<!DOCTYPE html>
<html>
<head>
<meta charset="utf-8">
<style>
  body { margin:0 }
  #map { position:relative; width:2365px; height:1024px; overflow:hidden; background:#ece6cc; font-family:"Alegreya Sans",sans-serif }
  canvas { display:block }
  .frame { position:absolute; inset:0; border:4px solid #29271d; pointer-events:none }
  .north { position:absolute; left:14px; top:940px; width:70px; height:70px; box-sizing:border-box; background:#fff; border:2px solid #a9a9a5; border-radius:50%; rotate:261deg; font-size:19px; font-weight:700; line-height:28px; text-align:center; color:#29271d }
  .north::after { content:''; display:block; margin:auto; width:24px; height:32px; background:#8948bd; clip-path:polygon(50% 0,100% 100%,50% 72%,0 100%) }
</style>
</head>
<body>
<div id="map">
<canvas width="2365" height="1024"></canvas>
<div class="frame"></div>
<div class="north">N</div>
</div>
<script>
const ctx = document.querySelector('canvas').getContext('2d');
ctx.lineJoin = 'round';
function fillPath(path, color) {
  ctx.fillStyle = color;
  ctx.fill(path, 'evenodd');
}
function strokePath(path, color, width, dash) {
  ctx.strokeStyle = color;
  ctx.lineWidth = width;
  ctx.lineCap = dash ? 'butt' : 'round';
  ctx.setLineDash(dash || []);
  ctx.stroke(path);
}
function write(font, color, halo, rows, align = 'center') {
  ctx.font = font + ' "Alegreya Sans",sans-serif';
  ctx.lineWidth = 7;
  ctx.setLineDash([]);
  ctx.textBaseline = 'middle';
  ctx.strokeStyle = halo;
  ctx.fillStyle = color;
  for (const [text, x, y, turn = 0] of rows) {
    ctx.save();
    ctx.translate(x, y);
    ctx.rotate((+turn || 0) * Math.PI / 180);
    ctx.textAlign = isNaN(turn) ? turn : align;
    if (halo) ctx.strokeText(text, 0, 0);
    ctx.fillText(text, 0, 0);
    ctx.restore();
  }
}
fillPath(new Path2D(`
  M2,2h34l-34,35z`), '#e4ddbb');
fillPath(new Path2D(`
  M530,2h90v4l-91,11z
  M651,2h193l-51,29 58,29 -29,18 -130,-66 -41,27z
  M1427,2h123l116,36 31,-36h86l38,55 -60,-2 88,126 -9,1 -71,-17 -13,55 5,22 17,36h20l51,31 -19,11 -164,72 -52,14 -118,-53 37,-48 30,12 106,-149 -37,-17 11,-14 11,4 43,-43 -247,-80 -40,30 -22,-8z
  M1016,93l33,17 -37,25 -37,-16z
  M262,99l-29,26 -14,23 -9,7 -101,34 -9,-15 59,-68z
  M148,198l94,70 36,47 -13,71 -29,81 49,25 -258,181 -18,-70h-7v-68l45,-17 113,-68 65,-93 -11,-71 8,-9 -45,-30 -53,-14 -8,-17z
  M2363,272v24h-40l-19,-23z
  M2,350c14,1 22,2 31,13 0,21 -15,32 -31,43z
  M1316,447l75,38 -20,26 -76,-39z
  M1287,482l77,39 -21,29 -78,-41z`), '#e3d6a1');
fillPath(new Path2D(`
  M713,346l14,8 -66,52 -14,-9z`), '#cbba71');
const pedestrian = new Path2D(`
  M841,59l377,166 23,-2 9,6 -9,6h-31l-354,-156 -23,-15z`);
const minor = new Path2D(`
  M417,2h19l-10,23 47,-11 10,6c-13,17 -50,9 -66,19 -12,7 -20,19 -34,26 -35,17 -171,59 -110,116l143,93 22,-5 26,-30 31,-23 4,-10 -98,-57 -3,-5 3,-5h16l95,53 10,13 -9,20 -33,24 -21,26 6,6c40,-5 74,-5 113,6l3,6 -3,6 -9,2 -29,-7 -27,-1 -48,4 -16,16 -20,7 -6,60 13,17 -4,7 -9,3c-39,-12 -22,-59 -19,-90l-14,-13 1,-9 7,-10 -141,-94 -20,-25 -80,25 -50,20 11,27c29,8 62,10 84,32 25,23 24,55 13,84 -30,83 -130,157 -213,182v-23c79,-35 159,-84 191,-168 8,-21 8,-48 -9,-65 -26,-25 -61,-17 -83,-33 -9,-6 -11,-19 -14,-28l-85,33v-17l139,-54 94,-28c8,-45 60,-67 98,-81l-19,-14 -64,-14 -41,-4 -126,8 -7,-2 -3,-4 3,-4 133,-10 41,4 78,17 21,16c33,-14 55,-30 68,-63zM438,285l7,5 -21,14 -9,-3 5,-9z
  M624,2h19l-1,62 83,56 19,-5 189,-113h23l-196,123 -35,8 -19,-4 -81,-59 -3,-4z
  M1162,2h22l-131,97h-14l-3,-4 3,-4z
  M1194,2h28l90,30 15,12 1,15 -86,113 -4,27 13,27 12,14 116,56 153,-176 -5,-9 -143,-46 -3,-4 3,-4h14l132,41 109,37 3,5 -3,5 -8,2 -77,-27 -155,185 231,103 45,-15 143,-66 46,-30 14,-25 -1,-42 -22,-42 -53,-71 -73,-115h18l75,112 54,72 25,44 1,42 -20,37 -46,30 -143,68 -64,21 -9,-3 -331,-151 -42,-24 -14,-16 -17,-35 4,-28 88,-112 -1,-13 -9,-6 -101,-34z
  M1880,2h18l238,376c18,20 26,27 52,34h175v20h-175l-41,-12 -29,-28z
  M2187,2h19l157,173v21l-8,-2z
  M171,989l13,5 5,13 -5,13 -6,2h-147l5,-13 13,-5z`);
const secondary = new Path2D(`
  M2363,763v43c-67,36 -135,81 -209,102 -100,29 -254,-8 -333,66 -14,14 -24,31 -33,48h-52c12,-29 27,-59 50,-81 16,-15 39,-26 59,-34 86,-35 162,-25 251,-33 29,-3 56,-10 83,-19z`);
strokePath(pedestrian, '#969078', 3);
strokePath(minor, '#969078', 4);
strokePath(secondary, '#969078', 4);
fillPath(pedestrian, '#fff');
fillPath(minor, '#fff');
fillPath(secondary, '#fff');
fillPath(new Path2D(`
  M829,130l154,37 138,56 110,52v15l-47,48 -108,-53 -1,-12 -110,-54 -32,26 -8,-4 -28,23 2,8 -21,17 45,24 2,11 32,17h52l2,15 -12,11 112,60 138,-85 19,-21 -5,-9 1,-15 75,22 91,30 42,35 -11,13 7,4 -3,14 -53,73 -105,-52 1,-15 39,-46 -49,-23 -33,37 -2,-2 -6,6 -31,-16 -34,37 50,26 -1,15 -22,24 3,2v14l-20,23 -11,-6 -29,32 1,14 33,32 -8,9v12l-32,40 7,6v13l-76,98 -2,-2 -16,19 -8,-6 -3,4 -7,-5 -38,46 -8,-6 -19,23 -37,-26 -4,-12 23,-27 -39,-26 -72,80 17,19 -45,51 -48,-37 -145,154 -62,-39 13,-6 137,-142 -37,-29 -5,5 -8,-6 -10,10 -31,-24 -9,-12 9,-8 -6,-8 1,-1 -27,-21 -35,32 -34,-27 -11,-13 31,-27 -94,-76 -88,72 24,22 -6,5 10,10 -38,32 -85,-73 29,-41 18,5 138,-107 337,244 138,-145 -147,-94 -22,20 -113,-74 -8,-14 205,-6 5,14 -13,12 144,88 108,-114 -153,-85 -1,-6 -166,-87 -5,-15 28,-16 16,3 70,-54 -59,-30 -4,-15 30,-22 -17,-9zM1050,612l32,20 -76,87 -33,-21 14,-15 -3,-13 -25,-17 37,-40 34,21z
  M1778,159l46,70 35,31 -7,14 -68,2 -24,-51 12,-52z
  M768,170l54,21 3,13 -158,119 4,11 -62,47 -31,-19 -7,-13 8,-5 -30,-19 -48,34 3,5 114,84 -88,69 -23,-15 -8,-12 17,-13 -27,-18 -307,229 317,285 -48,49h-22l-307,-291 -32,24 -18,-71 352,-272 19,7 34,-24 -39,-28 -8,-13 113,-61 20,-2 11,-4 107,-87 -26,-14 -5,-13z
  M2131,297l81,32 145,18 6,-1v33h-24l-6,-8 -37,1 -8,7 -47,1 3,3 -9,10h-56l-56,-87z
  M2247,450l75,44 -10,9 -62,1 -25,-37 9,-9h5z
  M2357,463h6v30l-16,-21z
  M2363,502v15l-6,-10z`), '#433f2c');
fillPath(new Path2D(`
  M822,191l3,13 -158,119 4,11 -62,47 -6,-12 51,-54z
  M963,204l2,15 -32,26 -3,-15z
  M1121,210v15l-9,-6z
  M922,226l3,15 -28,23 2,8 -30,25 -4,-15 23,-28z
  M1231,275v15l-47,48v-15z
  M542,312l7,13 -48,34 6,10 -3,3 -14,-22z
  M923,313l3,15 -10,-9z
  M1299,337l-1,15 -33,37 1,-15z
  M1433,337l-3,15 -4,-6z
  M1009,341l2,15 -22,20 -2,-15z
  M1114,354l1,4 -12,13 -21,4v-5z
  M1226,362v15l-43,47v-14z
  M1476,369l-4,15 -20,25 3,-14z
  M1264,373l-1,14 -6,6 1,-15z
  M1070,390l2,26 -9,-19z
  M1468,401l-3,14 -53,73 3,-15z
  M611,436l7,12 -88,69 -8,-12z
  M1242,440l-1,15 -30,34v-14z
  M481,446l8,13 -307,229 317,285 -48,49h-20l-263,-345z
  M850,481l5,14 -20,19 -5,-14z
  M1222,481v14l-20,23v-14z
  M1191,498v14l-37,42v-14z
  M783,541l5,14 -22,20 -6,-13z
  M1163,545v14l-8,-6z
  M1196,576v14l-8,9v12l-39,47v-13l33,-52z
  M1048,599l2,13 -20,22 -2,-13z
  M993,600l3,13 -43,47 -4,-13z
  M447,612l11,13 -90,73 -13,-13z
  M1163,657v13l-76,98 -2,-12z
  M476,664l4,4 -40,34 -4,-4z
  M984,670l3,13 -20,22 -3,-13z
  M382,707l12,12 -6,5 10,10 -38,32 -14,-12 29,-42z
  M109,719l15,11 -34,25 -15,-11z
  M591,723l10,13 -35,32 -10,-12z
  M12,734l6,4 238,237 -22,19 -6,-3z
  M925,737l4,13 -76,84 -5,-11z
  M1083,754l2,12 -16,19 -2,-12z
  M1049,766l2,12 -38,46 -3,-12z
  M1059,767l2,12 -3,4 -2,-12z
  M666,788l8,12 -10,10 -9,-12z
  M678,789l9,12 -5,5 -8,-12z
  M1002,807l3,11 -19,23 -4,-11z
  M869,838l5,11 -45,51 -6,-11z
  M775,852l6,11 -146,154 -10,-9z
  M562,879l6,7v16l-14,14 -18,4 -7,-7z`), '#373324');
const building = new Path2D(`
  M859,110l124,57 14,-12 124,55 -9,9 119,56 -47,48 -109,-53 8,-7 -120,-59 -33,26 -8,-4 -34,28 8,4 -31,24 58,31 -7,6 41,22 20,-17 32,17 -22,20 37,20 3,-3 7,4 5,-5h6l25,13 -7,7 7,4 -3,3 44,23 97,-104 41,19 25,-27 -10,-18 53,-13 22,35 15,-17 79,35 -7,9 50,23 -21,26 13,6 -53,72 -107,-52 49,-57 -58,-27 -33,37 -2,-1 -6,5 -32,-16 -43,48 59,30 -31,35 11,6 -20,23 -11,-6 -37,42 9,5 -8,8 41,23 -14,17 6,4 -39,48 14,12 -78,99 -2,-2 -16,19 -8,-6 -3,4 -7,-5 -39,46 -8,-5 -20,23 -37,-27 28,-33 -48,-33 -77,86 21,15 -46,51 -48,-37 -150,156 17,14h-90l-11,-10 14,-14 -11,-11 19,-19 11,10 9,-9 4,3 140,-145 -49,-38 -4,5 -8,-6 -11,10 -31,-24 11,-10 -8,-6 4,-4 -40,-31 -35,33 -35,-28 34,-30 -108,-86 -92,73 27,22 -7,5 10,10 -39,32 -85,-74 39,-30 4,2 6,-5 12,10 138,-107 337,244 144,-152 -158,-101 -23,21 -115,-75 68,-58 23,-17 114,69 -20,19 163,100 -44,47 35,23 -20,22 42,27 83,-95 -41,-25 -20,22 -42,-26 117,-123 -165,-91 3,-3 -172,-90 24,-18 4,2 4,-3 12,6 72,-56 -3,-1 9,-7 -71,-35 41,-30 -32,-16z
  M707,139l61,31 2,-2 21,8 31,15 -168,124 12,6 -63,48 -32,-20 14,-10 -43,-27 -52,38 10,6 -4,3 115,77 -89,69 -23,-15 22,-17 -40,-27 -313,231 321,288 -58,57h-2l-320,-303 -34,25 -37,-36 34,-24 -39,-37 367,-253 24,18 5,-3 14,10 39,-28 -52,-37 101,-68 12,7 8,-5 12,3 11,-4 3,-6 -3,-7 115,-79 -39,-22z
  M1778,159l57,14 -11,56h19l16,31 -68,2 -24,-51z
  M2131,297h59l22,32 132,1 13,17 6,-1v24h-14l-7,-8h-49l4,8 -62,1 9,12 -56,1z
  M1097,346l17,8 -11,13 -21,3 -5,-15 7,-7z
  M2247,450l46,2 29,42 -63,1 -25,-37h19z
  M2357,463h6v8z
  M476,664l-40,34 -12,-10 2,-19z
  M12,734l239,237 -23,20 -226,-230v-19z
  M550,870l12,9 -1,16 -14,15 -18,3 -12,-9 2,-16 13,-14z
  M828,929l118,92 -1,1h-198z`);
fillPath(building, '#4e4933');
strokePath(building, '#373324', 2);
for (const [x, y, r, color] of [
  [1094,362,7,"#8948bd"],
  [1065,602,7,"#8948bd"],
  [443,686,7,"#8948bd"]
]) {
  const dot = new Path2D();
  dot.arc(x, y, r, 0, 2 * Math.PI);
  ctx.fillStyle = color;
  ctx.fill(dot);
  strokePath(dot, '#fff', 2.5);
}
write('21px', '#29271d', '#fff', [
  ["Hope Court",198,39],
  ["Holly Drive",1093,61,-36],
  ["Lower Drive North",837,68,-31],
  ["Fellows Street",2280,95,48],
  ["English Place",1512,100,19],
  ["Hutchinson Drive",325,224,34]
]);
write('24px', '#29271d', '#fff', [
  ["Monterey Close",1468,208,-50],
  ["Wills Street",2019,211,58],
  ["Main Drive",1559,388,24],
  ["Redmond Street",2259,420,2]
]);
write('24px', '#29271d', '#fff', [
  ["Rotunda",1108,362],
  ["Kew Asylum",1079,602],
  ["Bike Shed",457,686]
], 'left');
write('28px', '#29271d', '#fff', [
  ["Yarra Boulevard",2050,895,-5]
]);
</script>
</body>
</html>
= = =
Where does the string "strokeStyle" occur in the material? Copy every line where it does.

  ctx.strokeStyle = color;
  ctx.strokeStyle = halo;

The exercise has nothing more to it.